§ **What you need to do**
Once the pictures are set aside, copy everything else in the records exactly.
%%
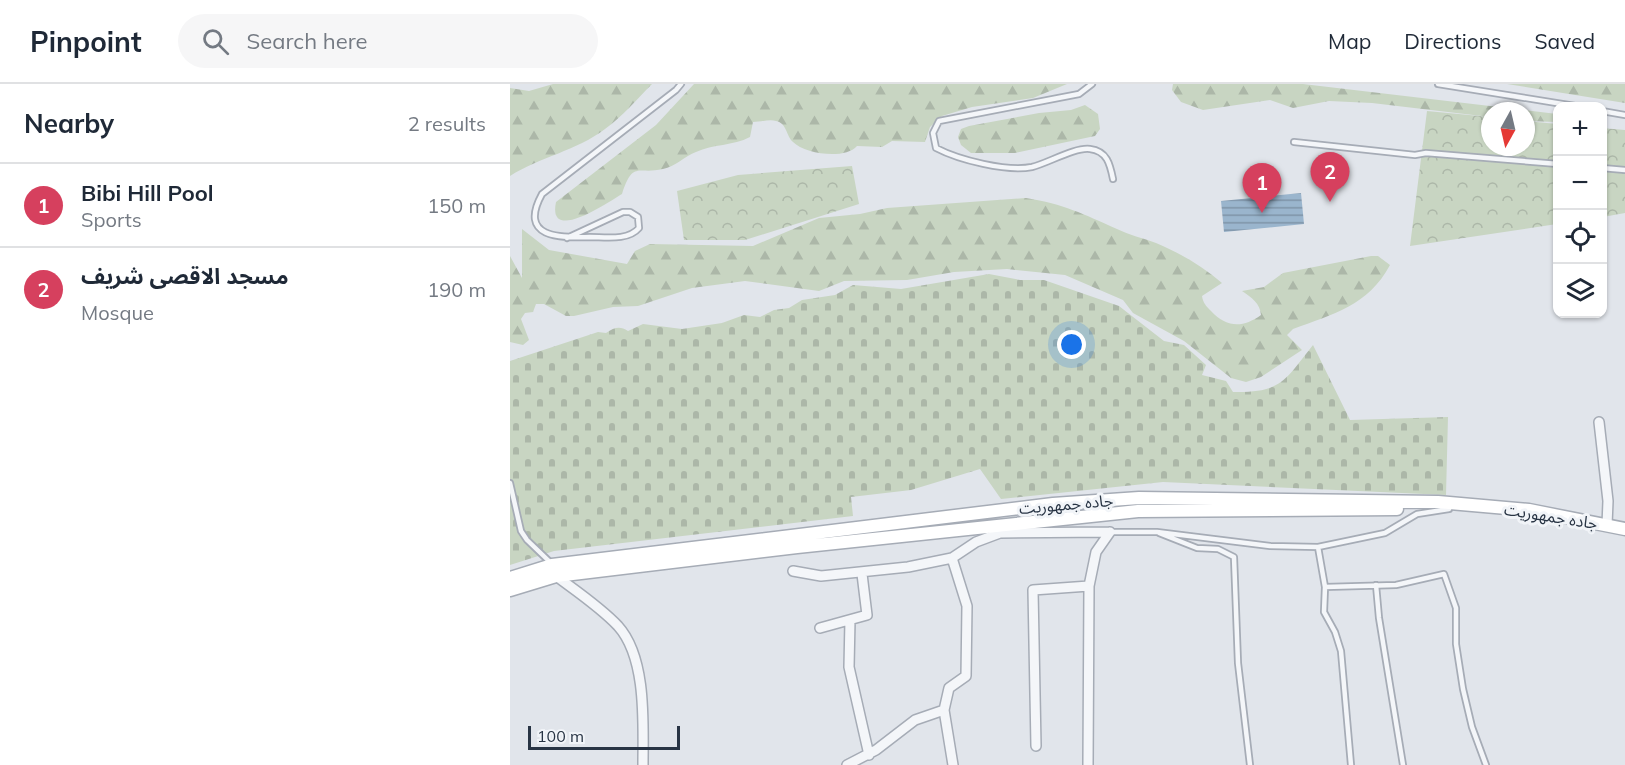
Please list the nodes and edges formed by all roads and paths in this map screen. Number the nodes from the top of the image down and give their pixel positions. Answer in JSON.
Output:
{"nodes":[{"id":1,"x":681,"y":84,"type":"edge"},
{"id":2,"x":1092,"y":84,"type":"edge"},
{"id":3,"x":1438,"y":84,"type":"edge"},
{"id":4,"x":1553,"y":102,"type":"edge"},
{"id":5,"x":1607,"y":112,"type":"edge"},
{"id":6,"x":1625,"y":115,"type":"edge"},
{"id":7,"x":1294,"y":142,"type":"dead end"},
{"id":8,"x":1553,"y":164,"type":"edge"},
{"id":9,"x":1607,"y":168,"type":"edge"},
{"id":10,"x":1625,"y":170,"type":"edge"},
{"id":11,"x":1113,"y":179,"type":"dead end"},
{"id":12,"x":567,"y":238,"type":"junction"},
{"id":13,"x":1599,"y":422,"type":"dead end"},
{"id":14,"x":510,"y":483,"type":"edge"},
{"id":15,"x":1449,"y":508,"type":"junction"},
{"id":16,"x":1053,"y":519,"type":"junction"},
{"id":17,"x":1607,"y":525,"type":"junction"},
{"id":18,"x":1625,"y":529,"type":"edge"},
{"id":19,"x":1110,"y":532,"type":"junction"},
{"id":20,"x":1157,"y":532,"type":"junction"},
{"id":21,"x":1064,"y":534,"type":"junction"},
{"id":22,"x":1625,"y":535,"type":"edge"},
{"id":23,"x":1318,"y":547,"type":"junction"},
{"id":24,"x":952,"y":558,"type":"junction"},
{"id":25,"x":554,"y":570,"type":"junction"},
{"id":26,"x":794,"y":571,"type":"dead end"},
{"id":27,"x":862,"y":574,"type":"junction"},
{"id":28,"x":510,"y":578,"type":"edge"},
{"id":29,"x":1376,"y":585,"type":"junction"},
{"id":30,"x":1089,"y":586,"type":"junction"},
{"id":31,"x":1325,"y":587,"type":"junction"},
{"id":32,"x":510,"y":590,"type":"edge"},
{"id":33,"x":850,"y":620,"type":"junction"},
{"id":34,"x":820,"y":628,"type":"dead end"},
{"id":35,"x":944,"y":710,"type":"junction"},
{"id":36,"x":1036,"y":746,"type":"dead end"},
{"id":37,"x":868,"y":755,"type":"junction"},
{"id":38,"x":643,"y":765,"type":"edge"},
{"id":39,"x":847,"y":765,"type":"edge"},
{"id":40,"x":953,"y":765,"type":"edge"},
{"id":41,"x":1089,"y":765,"type":"edge"},
{"id":42,"x":1250,"y":765,"type":"edge"},
{"id":43,"x":1351,"y":765,"type":"edge"},
{"id":44,"x":1403,"y":765,"type":"edge"},
{"id":45,"x":1486,"y":765,"type":"edge"}],
"edges":[{"from":1,"to":12,"type":"lane"},
{"from":2,"to":11,"type":"lane"},
{"from":3,"to":4,"type":"lane"},
{"from":5,"to":6,"type":"lane"},
{"from":7,"to":8,"type":"lane"},
{"from":9,"to":10,"type":"lane"},
{"from":12,"to":12,"type":"lane"},
{"from":13,"to":17,"type":"street"},
{"from":14,"to":25,"type":"lane"},
{"from":15,"to":16,"type":"main road","name":"جاده جمهوریت"},
{"from":15,"to":22,"type":"main road","name":"جاده جمهوریت"},
{"from":15,"to":23,"type":"lane"},
{"from":16,"to":21,"type":"street"},
{"from":16,"to":25,"type":"main road","name":"جاده جمهوریت"},
{"from":17,"to":18,"type":"main road","name":"جاده جمهوریت"},
{"from":17,"to":25,"type":"main road","name":"جاده جمهوریت"},
{"from":19,"to":20,"type":"lane"},
{"from":19,"to":21,"type":"street"},
{"from":19,"to":30,"type":"street"},
{"from":20,"to":23,"type":"lane"},
{"from":20,"to":42,"type":"lane"},
{"from":21,"to":24,"type":"street"},
{"from":23,"to":31,"type":"lane"},
{"from":24,"to":27,"type":"street"},
{"from":24,"to":35,"type":"street"},
{"from":25,"to":28,"type":"main road","name":"جاده جمهوریت"},
{"from":25,"to":32,"type":"main road","name":"جاده جمهوریت"},
{"from":25,"to":38,"type":"street"},
{"from":26,"to":27,"type":"street"},
{"from":27,"to":33,"type":"street"},
{"from":29,"to":31,"type":"lane"},
{"from":29,"to":44,"type":"lane"},
{"from":29,"to":45,"type":"lane"},
{"from":30,"to":36,"type":"street"},
{"from":30,"to":41,"type":"street"},
{"from":31,"to":43,"type":"lane"},
{"from":33,"to":34,"type":"street"},
{"from":33,"to":37,"type":"street"},
{"from":35,"to":37,"type":"street"},
{"from":35,"to":40,"type":"street"},
{"from":37,"to":39,"type":"street"}]}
%%
§ **Solution to this task**
Please list the nodes and edges formed by all roads and paths in this map screen. Number the nodes from the top of the image down and give their pixel positions. Answer in JSON.
Output:
{"nodes":[{"id":1,"x":681,"y":84,"type":"edge"},
{"id":2,"x":1092,"y":84,"type":"edge"},
{"id":3,"x":1438,"y":84,"type":"edge"},
{"id":4,"x":1553,"y":102,"type":"edge"},
{"id":5,"x":1607,"y":112,"type":"edge"},
{"id":6,"x":1625,"y":115,"type":"edge"},
{"id":7,"x":1294,"y":142,"type":"dead end"},
{"id":8,"x":1553,"y":164,"type":"edge"},
{"id":9,"x":1607,"y":168,"type":"edge"},
{"id":10,"x":1625,"y":170,"type":"edge"},
{"id":11,"x":1113,"y":179,"type":"dead end"},
{"id":12,"x":567,"y":238,"type":"junction"},
{"id":13,"x":1599,"y":422,"type":"dead end"},
{"id":14,"x":510,"y":483,"type":"edge"},
{"id":15,"x":1449,"y":508,"type":"junction"},
{"id":16,"x":1053,"y":519,"type":"junction"},
{"id":17,"x":1607,"y":525,"type":"junction"},
{"id":18,"x":1625,"y":529,"type":"edge"},
{"id":19,"x":1110,"y":532,"type":"junction"},
{"id":20,"x":1157,"y":532,"type":"junction"},
{"id":21,"x":1064,"y":534,"type":"junction"},
{"id":22,"x":1625,"y":535,"type":"edge"},
{"id":23,"x":1318,"y":547,"type":"junction"},
{"id":24,"x":952,"y":558,"type":"junction"},
{"id":25,"x":554,"y":570,"type":"junction"},
{"id":26,"x":794,"y":571,"type":"dead end"},
{"id":27,"x":862,"y":574,"type":"junction"},
{"id":28,"x":510,"y":578,"type":"edge"},
{"id":29,"x":1376,"y":585,"type":"junction"},
{"id":30,"x":1089,"y":586,"type":"junction"},
{"id":31,"x":1325,"y":587,"type":"junction"},
{"id":32,"x":510,"y":590,"type":"edge"},
{"id":33,"x":850,"y":620,"type":"junction"},
{"id":34,"x":820,"y":628,"type":"dead end"},
{"id":35,"x":944,"y":710,"type":"junction"},
{"id":36,"x":1036,"y":746,"type":"dead end"},
{"id":37,"x":868,"y":755,"type":"junction"},
{"id":38,"x":643,"y":765,"type":"edge"},
{"id":39,"x":847,"y":765,"type":"edge"},
{"id":40,"x":953,"y":765,"type":"edge"},
{"id":41,"x":1089,"y":765,"type":"edge"},
{"id":42,"x":1250,"y":765,"type":"edge"},
{"id":43,"x":1351,"y":765,"type":"edge"},
{"id":44,"x":1403,"y":765,"type":"edge"},
{"id":45,"x":1486,"y":765,"type":"edge"}],
"edges":[{"from":1,"to":12,"type":"lane"},
{"from":2,"to":11,"type":"lane"},
{"from":3,"to":4,"type":"lane"},
{"from":5,"to":6,"type":"lane"},
{"from":7,"to":8,"type":"lane"},
{"from":9,"to":10,"type":"lane"},
{"from":12,"to":12,"type":"lane"},
{"from":13,"to":17,"type":"street"},
{"from":14,"to":25,"type":"lane"},
{"from":15,"to":16,"type":"main road","name":"جاده جمهوریت"},
{"from":15,"to":22,"type":"main road","name":"جاده جمهوریت"},
{"from":15,"to":23,"type":"lane"},
{"from":16,"to":21,"type":"street"},
{"from":16,"to":25,"type":"main road","name":"جاده جمهوریت"},
{"from":17,"to":18,"type":"main road","name":"جاده جمهوریت"},
{"from":17,"to":25,"type":"main road","name":"جاده جمهوریت"},
{"from":19,"to":20,"type":"lane"},
{"from":19,"to":21,"type":"street"},
{"from":19,"to":30,"type":"street"},
{"from":20,"to":23,"type":"lane"},
{"from":20,"to":42,"type":"lane"},
{"from":21,"to":24,"type":"street"},
{"from":23,"to":31,"type":"lane"},
{"from":24,"to":27,"type":"street"},
{"from":24,"to":35,"type":"street"},
{"from":25,"to":28,"type":"main road","name":"جاده جمهوریت"},
{"from":25,"to":32,"type":"main road","name":"جاده جمهوریت"},
{"from":25,"to":38,"type":"street"},
{"from":26,"to":27,"type":"street"},
{"from":27,"to":33,"type":"street"},
{"from":29,"to":31,"type":"lane"},
{"from":29,"to":44,"type":"lane"},
{"from":29,"to":45,"type":"lane"},
{"from":30,"to":36,"type":"street"},
{"from":30,"to":41,"type":"street"},
{"from":31,"to":43,"type":"lane"},
{"from":33,"to":34,"type":"street"},
{"from":33,"to":37,"type":"street"},
{"from":35,"to":37,"type":"street"},
{"from":35,"to":40,"type":"street"},
{"from":37,"to":39,"type":"street"}]}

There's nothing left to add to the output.